Kupastuntas.co, Bandar Lampung - Buntut kecelakaan yang melibatkan KA Kuala Stabas dengan truk bermuatan tebu, di perlintasan sebidang liar di Km.81+0/1 petak jalan antara Blambangan Pagar - Kalibalangan Lampung Uatara (Lampura), Selasa (18/7/2023) sore, PT Kereta Api Indonesia (KAI) berencana mengambil langkah hukum.

PT Kereta Api Indonesia (Persero) Divre IV Tanjungkarang bakal membawa kasus tersebut ke jalur hukum, jika supir truk tidak mempunyai itikad baik atas kejadian tersebut.

"Kita berusaha untuk memediasi. Dimana kita ingin melihat iktikad baik dulu dari yang bersangkutan (supir truk), apakah mau bertanggungjawab atas kejadian kemarin," ujar Manager Humas Divre IV Tanjungkarang, Muhammad Reza Fahlepi, Kamis (20/7/2023).

Reza mengaku, pihaknya saat ini telah berkomunikasi juga dengan perusahaan tebu yang mempekerjakan sopir tersebut.

"Seandainya, kalau tidak ada iktikad baik, atau tidak bisa diselesaikan secara kekeluargaan.

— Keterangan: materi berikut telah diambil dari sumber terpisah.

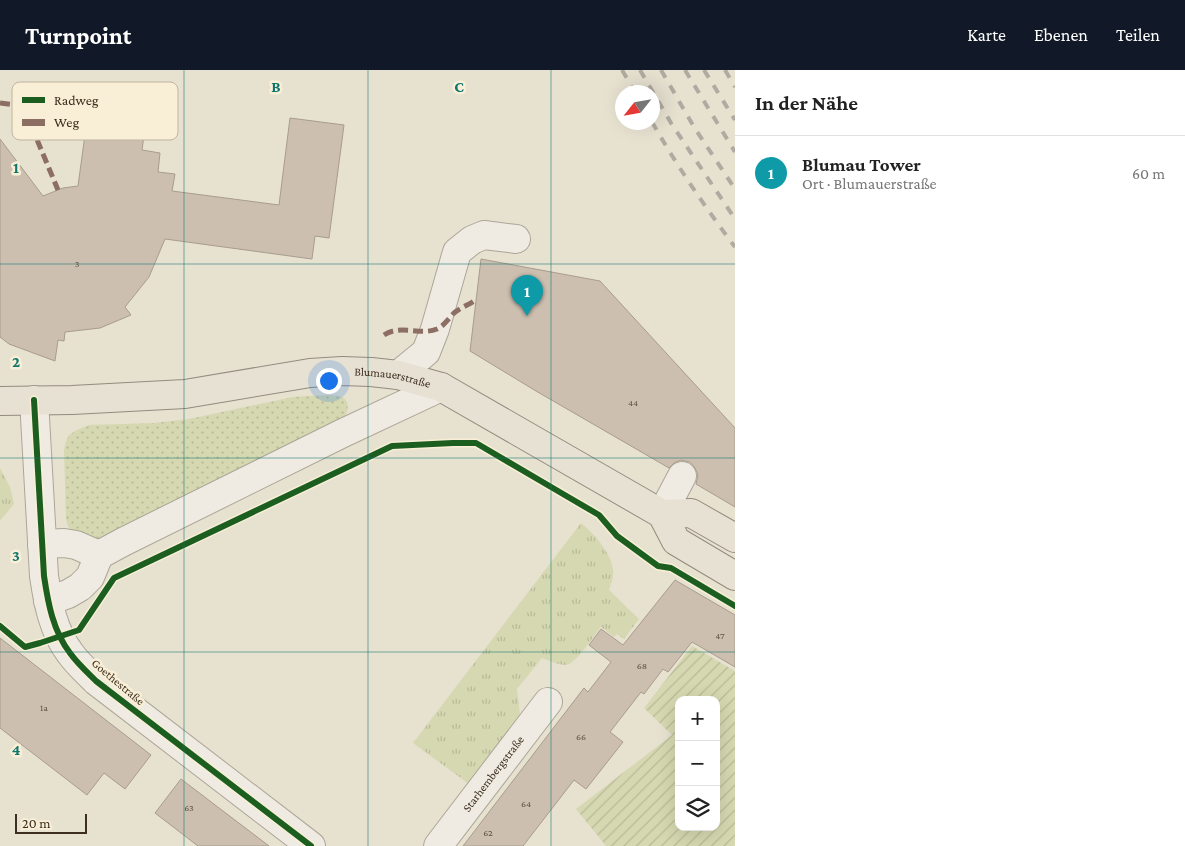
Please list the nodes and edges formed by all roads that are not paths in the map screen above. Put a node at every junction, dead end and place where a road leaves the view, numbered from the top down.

Terpaksa kita akan mengambil jalur hukum disitu. Akan kita laporkan ke pihak kepolisian," terangnya.

BACA JUGA: Terjadi Tabrakan KA Kuala Stabas dengan Truk di Lampura, PT KAI Akan Tuntut Sopir Truk

Namun hingga saat ini, pihaknya masih menunggu yang bersangkutan untuk mempertanggungjawabkan perbuatannya, yaitu tidak mendahulukan perjalanan kereta api sehingga terjadi kecelakaan tersebut.

"Karena atas kejadian itu membuat kerugian negara, kerugian aset kereta api. Baik dari segi perjalanan kereta api yang tertunda, kerusakan sarana pasca kejadian tersebut," kata dia.

Selain itu, Reza menjelasakan bahwa ada ancaman pidana bagi pelanggar lalu lintas yang melibatkan kereta api sesuai dengan yang tertulis pada pasal 296 Undang-undang Lalu Lintas

“Setiap orang yang mengemudikan kendaraan bermotor pada perlintasan antara kereta api dan jalan yang tidak berhenti ketika sinyal sudah berbunyi, palang pintu kereta api sudah mulai ditutup, atau ada isyarat lain sebagaimana dimaksud dalam Pasal 114 huruf a dipidana dengan pidana kurungan paling lama 3 bulan atau denda paling banyak Rp750.000," ungkapnya.

Sementara itu, Pengamat Transportasi dari ITERA, IB Ilham Malik mengatakan, penyebab kecelakaan lalu lintas antara kereta api dengan kendaraan darat lainnya macam-macam.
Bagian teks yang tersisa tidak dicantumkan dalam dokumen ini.